### [Problem requirements]
Find each line below where the word "LOERIE" occurs, and copy it.

+ + + + +

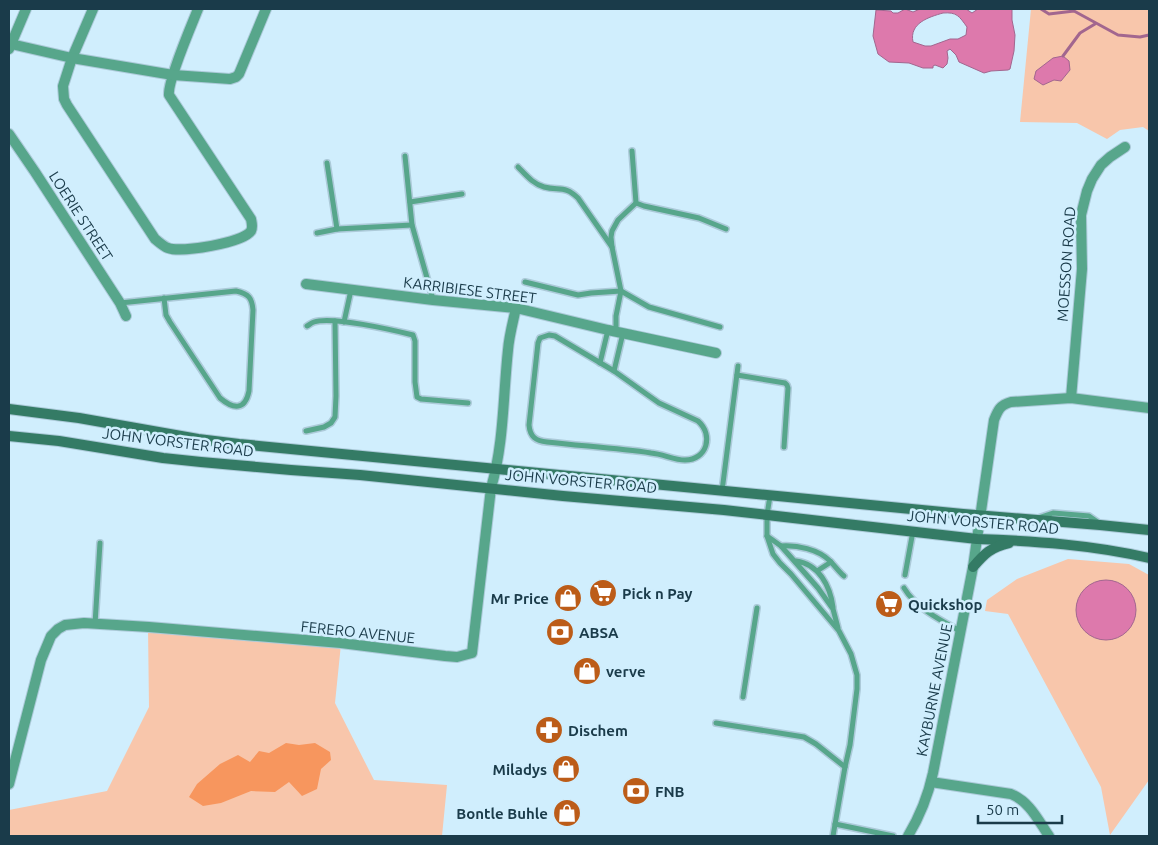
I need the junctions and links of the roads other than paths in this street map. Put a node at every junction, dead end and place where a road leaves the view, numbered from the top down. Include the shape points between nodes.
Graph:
1 (26, 9) edge
2 (93, 9) edge
3 (198, 9) edge
4 (266, 9) edge
5 (10, 47) edge
6 (72, 58) junction
7 (173, 75) junction
8 (9, 134) edge
9 (1126, 147) dead end
10 (632, 151) dead end
11 (405, 156) dead end
12 (327, 163) dead end
13 (518, 168) dead end
14 (462, 194) dead end
15 (410, 202) junction
16 (636, 203) junction
17 (412, 225) junction
18 (337, 229) junction
19 (726, 230) dead end
20 (317, 233) dead end
21 (612, 247) junction
22 (525, 282) dead end
23 (306, 284) dead end
24 (351, 290) junction
25 (621, 291) junction
26 (164, 298) junction
27 (433, 300) junction
28 (120, 304) junction
29 (516, 308) junction
30 (126, 316) dead end
31 (335, 321) junction
32 (344, 322) junction
33 (307, 326) dead end
34 (720, 327) dead end
35 (616, 332) junction
36 (716, 353) dead end
37 (600, 363) junction
38 (738, 366) dead end
39 (614, 370) junction
40 (737, 375) junction
41 (1071, 398) junction
42 (468, 403) dead end
43 (1149, 408) edge
44 (9, 410) edge
45 (306, 431) dead end
46 (9, 436) edge
47 (784, 446) dead end
48 (496, 469) junction
49 (490, 488) junction
50 (722, 491) junction
51 (770, 496) junction
52 (767, 515) junction
53 (981, 516) junction
54 (913, 530) junction
55 (1149, 530) edge
56 (767, 536) junction
57 (977, 539) junction
58 (1020, 540) junction
59 (100, 543) dead end
60 (781, 546) junction
61 (1149, 558) edge
62 (795, 561) junction
63 (831, 562) junction
64 (972, 567) junction
65 (817, 571) junction
66 (904, 575) dead end
67 (844, 576) dead end
68 (904, 588) dead end
69 (757, 608) dead end
70 (833, 608) junction
71 (95, 624) junction
72 (839, 631) junction
73 (960, 631) junction
74 (743, 697) dead end
75 (716, 723) dead end
76 (845, 767) junction
77 (931, 782) junction
78 (9, 784) edge
79 (835, 824) junction
80 (833, 836) edge
81 (893, 836) edge
82 (908, 836) edge
83 (1049, 836) edge

1 - 5 street
2 - 6 street
3 - 7 street
4 - 7 street via 236,77
5 - 6 street
6 - 7 street
6 - 7 street via 63,86 64,99 155,239 176,250 208,247 238,239 250,232 251,220 169,95
8 - 28 street, LOERIE STREET
9 - 41 street, MOESSON ROAD via 1101,165 1087,190 1081,215 1082,269
10 - 16 lane
11 - 15 lane
12 - 18 lane
13 - 21 lane via 539,185 572,192
14 - 15 lane
15 - 17 lane
16 - 19 lane via 699,218
16 - 21 lane via 618,220 612,231
17 - 18 lane
17 - 27 lane
18 - 20 lane
21 - 25 lane
22 - 25 lane via 578,294
23 - 24 street, KARRIBIESE STREET
24 - 27 street, KARRIBIESE STREET
24 - 32 lane
25 - 34 lane via 648,307
25 - 35 lane
26 - 26 lane via 236,291 249,297 253,310 250,382 244,404 227,405 220,398 166,315
26 - 28 lane
27 - 29 street, KARRIBIESE STREET
28 - 30 street, LOERIE STREET
29 - 35 street, KARRIBIESE STREET
29 - 48 street, FERERO AVENUE via 508,347
31 - 32 lane
31 - 33 lane via 314,322
31 - 45 lane via 335,417 324,427
32 - 42 lane via 413,336 417,397
35 - 36 street, KARRIBIESE STREET
35 - 37 lane
35 - 39 lane
37 - 39 lane
37 - 39 lane via 555,336 540,338 528,425 533,438 653,453 678,460 700,454 707,441 703,426 698,421 659,403
38 - 40 lane
40 - 47 lane via 787,385
40 - 50 lane
41 - 43 street
41 - 53 street, KAYBURNE AVENUE via 1011,402 999,408 994,420
44 - 48 main road, JOHN VORSTER ROAD via 239,444
46 - 49 main road, JOHN VORSTER ROAD via 163,458
48 - 49 street, FERERO AVENUE
48 - 50 main road, JOHN VORSTER ROAD
49 - 52 main road, JOHN VORSTER ROAD
49 - 71 street, FERERO AVENUE via 472,653 445,656
50 - 51 main road, JOHN VORSTER ROAD
51 - 52 lane
51 - 53 main road, JOHN VORSTER ROAD
52 - 54 main road, JOHN VORSTER ROAD
52 - 56 lane
53 - 55 main road, JOHN VORSTER ROAD
53 - 57 street, KAYBURNE AVENUE
54 - 57 main road, JOHN VORSTER ROAD
54 - 66 lane
56 - 60 lane
56 - 72 lane via 773,554
57 - 58 main road, JOHN VORSTER ROAD
57 - 64 street, KAYBURNE AVENUE
58 - 61 main road, JOHN VORSTER ROAD
58 - 64 main road via 988,551
59 - 71 lane
60 - 62 lane
60 - 63 lane via 800,547
62 - 65 lane via 804,562
62 - 70 lane
63 - 65 lane
63 - 67 lane
64 - 73 street, KAYBURNE AVENUE
65 - 70 lane via 829,591
68 - 73 lane via 920,605
69 - 74 lane
70 - 72 lane
71 - 78 street, FERERO AVENUE via 65,625 51,636 41,660
72 - 76 lane via 857,675 854,719
73 - 77 street, KAYBURNE AVENUE
75 - 76 lane via 804,737
76 - 79 lane
77 - 82 street, KAYBURNE AVENUE via 922,810
77 - 83 street via 1020,797
79 - 80 lane
79 - 81 lane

+ + + + +

### [Task solution]
8 - 28 street, LOERIE STREET
28 - 30 street, LOERIE STREET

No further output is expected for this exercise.